Along with many other speakers, Joiner, director of the UAMS Institute for Digital Health & Innovation Stroke Program, addressed the more than 300 health care professionals attending the institute’s 2019 Stroke Program Conference in Hot Springs on Sept. 25-26.
The Arkansas stroke patients Joiner spoke of were treated through the program’s statewide digital health network of 55 hospitals. Since its beginning in 2008, the network has used digital health technology in the form of a live high-definition video connection to reduce the time it takes for a stroke patient to receive treatment with alteplase, a powerful clot-busting blood thinner. The technology also allows for the quick transfer of data and imaging, and the digital health network also reduces the time it takes to get to a stroke neurologist who can diagnose and help them.
Joiner presented some impressive data, too, about the number of patients the program now treats in collaboration with the hospitals in the network.
Starting from zero in 2008, the program in 2018 had 1,333 digital health consults and 503 patients treated with alteplase. “Door-to-needle time,” the time between the arrival of the patient in an Emergency Department and the time the patient receives alteplase, has fallen from an average of 126 minutes to 66 minutes in that same time period.
“Our goal is a door-to-needle time of less than 60 minutes for 50 percent of our patients,” Joiner said. “We hit it in 2019 in 52% of stroke cases with a time of under 60 minutes. That’s huge. I am so excited about that.”

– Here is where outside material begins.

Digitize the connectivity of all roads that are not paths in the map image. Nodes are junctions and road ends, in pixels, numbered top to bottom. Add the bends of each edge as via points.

Joiner gave a lot of credit for that success to all the mock drills and training the network hospital members have done, actually exceeding the number of consults.

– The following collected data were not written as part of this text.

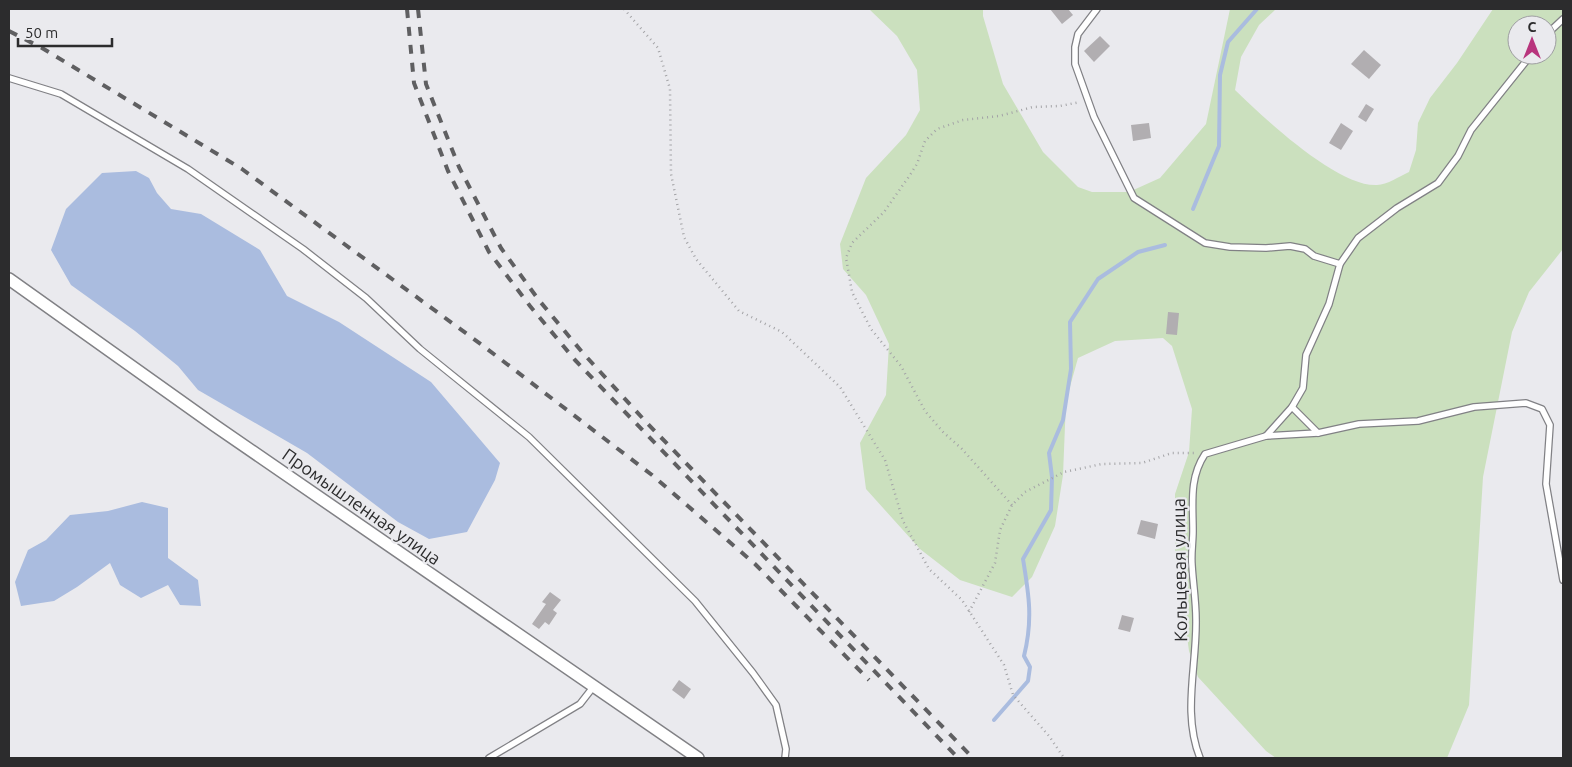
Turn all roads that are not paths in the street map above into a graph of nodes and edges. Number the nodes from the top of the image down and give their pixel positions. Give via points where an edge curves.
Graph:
1 (1097, 9) edge
2 (1523, 65) edge
3 (9, 78) edge
4 (1340, 264) junction
5 (9, 279) edge
6 (1292, 407) junction
7 (1318, 433) junction
8 (1266, 436) junction
9 (1563, 580) edge
10 (594, 686) junction
11 (490, 758) edge
12 (698, 758) edge
13 (785, 758) edge
14 (1200, 758) edge

1 - 4 lane via 1078,34 1076,64 1107,146 1134,198 1204,243 1230,247 1290,246
2 - 4 lane via 1471,130 1458,156 1438,183 1397,208 1358,238
3 - 13 lane via 61,94 188,168 358,292 420,349 529,437 695,601 753,673 776,705
4 - 6 lane via 1329,304 1306,355 1303,388
5 - 10 street, Промышленная улица via 214,425
6 - 7 lane
6 - 8 lane
7 - 8 lane
7 - 9 lane via 1359,424 1418,421 1474,407 1526,403 1542,409 1550,425 1546,484
8 - 14 lane, Кольцевая улица via 1205,454 1193,483 1192,564 1196,619 1190,687 1193,740
10 - 11 lane via 580,704
10 - 12 street, Промышленная улица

Of all the patients treated through the institute’s Stroke Program, 68% completely recovered from their strokes or recovered with minor impairments. Patients discharged to home increased last year from 40.9% to 55%.

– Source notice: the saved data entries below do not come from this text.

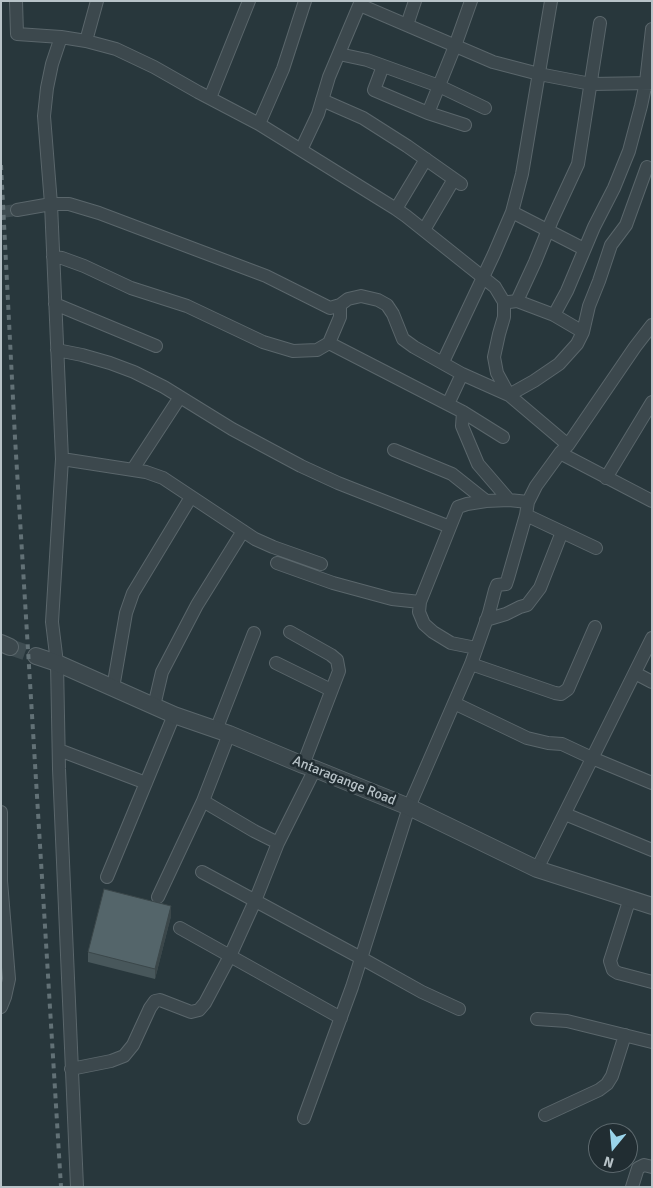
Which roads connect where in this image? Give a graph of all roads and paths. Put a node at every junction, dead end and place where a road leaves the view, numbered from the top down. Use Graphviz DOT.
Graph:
graph roads {
  1 [pos="16,1"];
  2 [pos="97,1"];
  3 [pos="249,1"];
  4 [pos="305,1"];
  5 [pos="415,1"];
  6 [pos="471,1"];
  7 [pos="551,1"];
  8 [pos="360,3"];
  9 [pos="600,23"];
  10 [pos="406,24"];
  11 [pos="652,29"];
  12 [pos="61,37"];
  13 [pos="86,41"];
  14 [pos="455,46"];
  15 [pos="339,54"];
  16 [pos="383,66"];
  17 [pos="539,74"];
  18 [pos="649,83"];
  19 [pos="591,84"];
  20 [pos="439,86"];
  21 [pos="210,98"];
  22 [pos="322,100"];
  23 [pos="485,108"];
  24 [pos="428,112"];
  25 [pos="259,124"];
  26 [pos="466,125"];
  27 [pos="301,150"];
  28 [pos="426,159"];
  29 [pos="647,167"];
  30 [pos="52,204"];
  31 [pos="396,209"];
  32 [pos="17,210"];
  33 [pos="512,212"];
  34 [pos="424,230"];
  35 [pos="548,230"];
  36 [pos="584,248"];
  37 [pos="53,257"];
  38 [pos="483,278"];
  39 [pos="510,302"];
  40 [pos="55,304"];
  41 [pos="340,305"];
  42 [pos="554,315"];
  43 [pos="651,328"];
  44 [pos="583,332"];
  45 [pos="329,343"];
  46 [pos="156,346"];
  47 [pos="57,350"];
  48 [pos="443,362"];
  49 [pos="462,374"];
  50 [pos="509,395"];
  51 [pos="180,397"];
  52 [pos="652,402"];
  53 [pos="448,404"];
  54 [pos="463,412"];
  55 [pos="503,437"];
  56 [pos="564,449"];
  57 [pos="394,450"];
  58 [pos="62,459"];
  59 [pos="133,469"];
  60 [pos="606,478"];
  61 [pos="191,497"];
  62 [pos="509,500"];
  63 [pos="486,501"];
  64 [pos="652,501"];
  65 [pos="527,509"];
  66 [pos="450,527"];
  67 [pos="243,531"];
  68 [pos="562,532"];
  69 [pos="596,548"];
  70 [pos="277,564"];
  71 [pos="321,564"];
  72 [pos="420,602"];
  73 [pos="486,620"];
  74 [pos="595,627"];
  75 [pos="290,632"];
  76 [pos="254,633"];
  77 [pos="652,638"];
  78 [pos="476,648"];
  79 [pos="36,656"];
  80 [pos="57,663"];
  81 [pos="276,663"];
  82 [pos="471,664"];
  83 [pos="634,673"];
  84 [pos="652,682"];
  85 [pos="113,688"];
  86 [pos="331,690"];
  87 [pos="454,704"];
  88 [pos="154,706"];
  89 [pos="174,714"];
  90 [pos="222,732"];
  91 [pos="59,750"];
  92 [pos="592,758"];
  93 [pos="309,767"];
  94 [pos="146,783"];
  95 [pos="652,783"];
  96 [pos="203,801"];
  97 [pos="409,807"];
  98 [pos="1,812"];
  99 [pos="565,814"];
  100 [pos="278,843"];
  101 [pos="652,850"];
  102 [pos="537,869"];
  103 [pos="202,872"];
  104 [pos="107,878"];
  105 [pos="158,897"];
  106 [pos="630,898"];
  107 [pos="255,901"];
  108 [pos="652,906"];
  109 [pos="180,928"];
  110 [pos="3,942"];
  111 [pos="230,956"];
  112 [pos="361,958"];
  113 [pos="652,982"];
  114 [pos="1,1007"];
  115 [pos="459,1009"];
  116 [pos="341,1018"];
  117 [pos="536,1019"];
  118 [pos="625,1035"];
  119 [pos="652,1042"];
  120 [pos="71,1069"];
  121 [pos="545,1115"];
  122 [pos="304,1118"];
  123 [pos="652,1166"];
  124 [pos="77,1187"];
  125 [pos="632,1187"];
  1 -- 12 [label="street"];
  2 -- 13 [label="street"];
  3 -- 21 [label="street"];
  4 -- 25 [label="street"];
  5 -- 10 [label="street"];
  6 -- 14 [label="street"];
  7 -- 17 [label="street"];
  8 -- 10 [label="street"];
  8 -- 15 [label="street"];
  9 -- 19 [label="street"];
  10 -- 14 [label="street"];
  11 -- 18 [label="street"];
  12 -- 13 [label="street"];
  12 -- 30 [label="street"];
  13 -- 21 [label="street"];
  14 -- 17 [label="street"];
  14 -- 20 [label="street"];
  15 -- 16 [label="street"];
  15 -- 22 [label="street"];
  16 -- 20 [label="street"];
  16 -- 24 [label="street"];
  17 -- 19 [label="street"];
  17 -- 33 [label="street"];
  18 -- 19 [label="street"];
  18 -- 36 [label="street"];
  19 -- 35 [label="street"];
  20 -- 23 [label="street"];
  20 -- 24 [label="street"];
  21 -- 25 [label="street"];
  22 -- 27 [label="street"];
  22 -- 28 [label="street"];
  24 -- 26 [label="street"];
  25 -- 27 [label="street"];
  27 -- 31 [label="street"];
  28 -- 31 [label="street"];
  28 -- 34 [label="street"];
  29 -- 44 [label="street"];
  30 -- 32 [label="street"];
  30 -- 37 [label="street"];
  30 -- 41 [label="street"];
  31 -- 34 [label="street"];
  33 -- 35 [label="street"];
  33 -- 38 [label="street"];
  34 -- 38 [label="street"];
  35 -- 36 [label="street"];
  35 -- 39 [label="street"];
  36 -- 42 [label="street"];
  37 -- 40 [label="street"];
  37 -- 45 [label="street"];
  38 -- 39 [label="street"];
  38 -- 48 [label="street"];
  39 -- 42 [label="street"];
  39 -- 50 [label="street"];
  40 -- 46 [label="street"];
  40 -- 47 [label="street"];
  41 -- 45 [label="street"];
  41 -- 48 [label="street"];
  42 -- 44 [label="street"];
  43 -- 56 [label="street"];
  44 -- 50 [label="street"];
  45 -- 53 [label="street"];
  47 -- 51 [label="street"];
  47 -- 58 [label="street"];
  48 -- 49 [label="street"];
  49 -- 50 [label="street"];
  49 -- 53 [label="street"];
  50 -- 56 [label="street"];
  51 -- 59 [label="street"];
  51 -- 66 [label="street"];
  52 -- 60 [label="street"];
  53 -- 54 [label="street"];
  54 -- 55 [label="street"];
  54 -- 62 [label="street"];
  56 -- 60 [label="street"];
  56 -- 65 [label="street"];
  57 -- 63 [label="street"];
  58 -- 59 [label="street"];
  58 -- 80 [label="street"];
  59 -- 61 [label="street"];
  60 -- 64 [label="street"];
  61 -- 67 [label="street"];
  61 -- 85 [label="street"];
  62 -- 63 [label="street"];
  62 -- 65 [label="street"];
  63 -- 66 [label="street"];
  65 -- 68 [label="street"];
  65 -- 73 [label="street"];
  66 -- 72 [label="street"];
  67 -- 71 [label="street"];
  67 -- 88 [label="street"];
  68 -- 69 [label="street"];
  68 -- 73 [label="street"];
  70 -- 72 [label="street"];
  72 -- 78 [label="street"];
  73 -- 78 [label="street"];
  74 -- 82 [label="street"];
  75 -- 86 [label="street"];
  76 -- 90 [label="street"];
  77 -- 83 [label="street"];
  78 -- 82 [label="street"];
  79 -- 80 [label="street, Antaragange Road"];
  80 -- 85 [label="street, Antaragange Road"];
  80 -- 91 [label="street"];
  81 -- 86 [label="street"];
  82 -- 87 [label="street"];
  83 -- 84 [label="street"];
  83 -- 92 [label="street"];
  85 -- 88 [label="street, Antaragange Road"];
  86 -- 93 [label="street"];
  87 -- 92 [label="street"];
  87 -- 97 [label="street"];
  88 -- 89 [label="street, Antaragange Road"];
  89 -- 90 [label="street, Antaragange Road"];
  89 -- 94 [label="street"];
  90 -- 93 [label="street, Antaragange Road"];
  90 -- 96 [label="street"];
  91 -- 94 [label="street"];
  91 -- 120 [label="street"];
  92 -- 95 [label="street"];
  92 -- 99 [label="street"];
  93 -- 97 [label="street, Antaragange Road"];
  93 -- 100 [label="street"];
  94 -- 104 [label="street"];
  96 -- 100 [label="street"];
  96 -- 105 [label="street"];
  97 -- 102 [label="street, Antaragange Road"];
  97 -- 112 [label="street"];
  98 -- 110 [label="street"];
  99 -- 101 [label="street"];
  99 -- 102 [label="street"];
  100 -- 107 [label="street"];
  102 -- 106 [label="street, Antaragange Road"];
  103 -- 107 [label="street"];
  106 -- 108 [label="street, Antaragange Road"];
  106 -- 113 [label="street"];
  107 -- 111 [label="street"];
  107 -- 112 [label="street"];
  109 -- 111 [label="street"];
  110 -- 114 [label="street"];
  111 -- 116 [label="street"];
  111 -- 120 [label="street"];
  112 -- 115 [label="street"];
  112 -- 116 [label="street"];
  116 -- 122 [label="street"];
  117 -- 118 [label="street"];
  118 -- 119 [label="street"];
  118 -- 121 [label="street"];
  120 -- 124 [label="street"];
  123 -- 125 [label="street"];
}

The program also outperformed national averages for stroke treatment. Nationally, 45.4% of patients were able to get up and walk after treatment compared to 68% in the UAMS stroke program; and in-hospital deaths from stroke averaged 8.25% nationally compared to 3.9% at UAMS.
The economic impact is positive, too. Joiner said the program saved more than $29 million in health care costs last year alone.
“That’s a conservative estimate,” she said. “I think it’s a model for the nation, and I am very proud to be a part of it. The other thing we try to do is keep patients as close to home as possible. Our goal is to expand the number of receiving sites across the state and expand health care providers’ capability to keep stable alteplase patients at their home hospital when possible. We want to keep them close to home.”
After Joiner spoke, Margaret Tremwel, M.D., Ph.D., stroke program medical director at Washington Regional Hospital in Fayetteville, discussed how to determine whether a stroke-causing clot was blocking a large blood vessel or a small one. If a small hospital in the Stroke Program’s network can discern the difference with greater speed and efficiency, then patients who need a procedure to remove a clot can be identified and routed more quickly to a facility that can do that.
“We are developing a stroke system of care that not only will be able to detect if they’ve had a stroke in the first place but will also determine the best place they can go to get the care they need,” she said.
Similarly, Sanjeeva Onteddu, M.D., the Stroke Program’s medical director, reviewed for the conference audience the best ways to assess patients to determine whether they are candidates for transfer to UAMS (or hospital with similar capabilities), the receiving hospital’s own intensive care unit, or a regular patient room. More efficient and precise assessments at the first hospital should result in faster transfers when patients need a higher center for care.
Onteddu also highlighted that UAMS and the Stroke Program are now part of National Institutes of Health (NIH) StrokeNet, NIH StrokeNet is made up of 25 regional centers across the United States and involves more than 200 hospitals in conducting small and large clinical trials and research studies to advance stroke treatment, stroke prevention, and recovery and rehabilitation following a stroke.
He said four clinical trials are being done at UAMS thorough StrokeNet.
“Underserved patients in Arkansas and the region will have improved access to research opportunities that might benefit them because UAMS is now a part of the StrokeNet,” Onteddu said. “Having more treatment options is always a good thing for the patient and for the provider.”
Other featured speakers at the conference included Jo Thompson, chief financial officer at the Arkansas Department of Health; James Bledsoe, M.D., chief physician specialist in the Section of Emergency Medical Services at the Arkansas Department of Health; Greg Brown, Arkansas Department of Health chief of the Trauma, Public Health Preparedness/Emergency Response and Emergency Medical Services Branch; Rawle Seupaul, M.D., chair of the UAMS Department of Emergency Medicine; and Jennifer Smith, J.D., R.N., Wright Lindsey and Jennings LLP.
Other session topics were pediatric stroke, survivor case studies, community outreach, stroke prevention and other aspects of stroke care.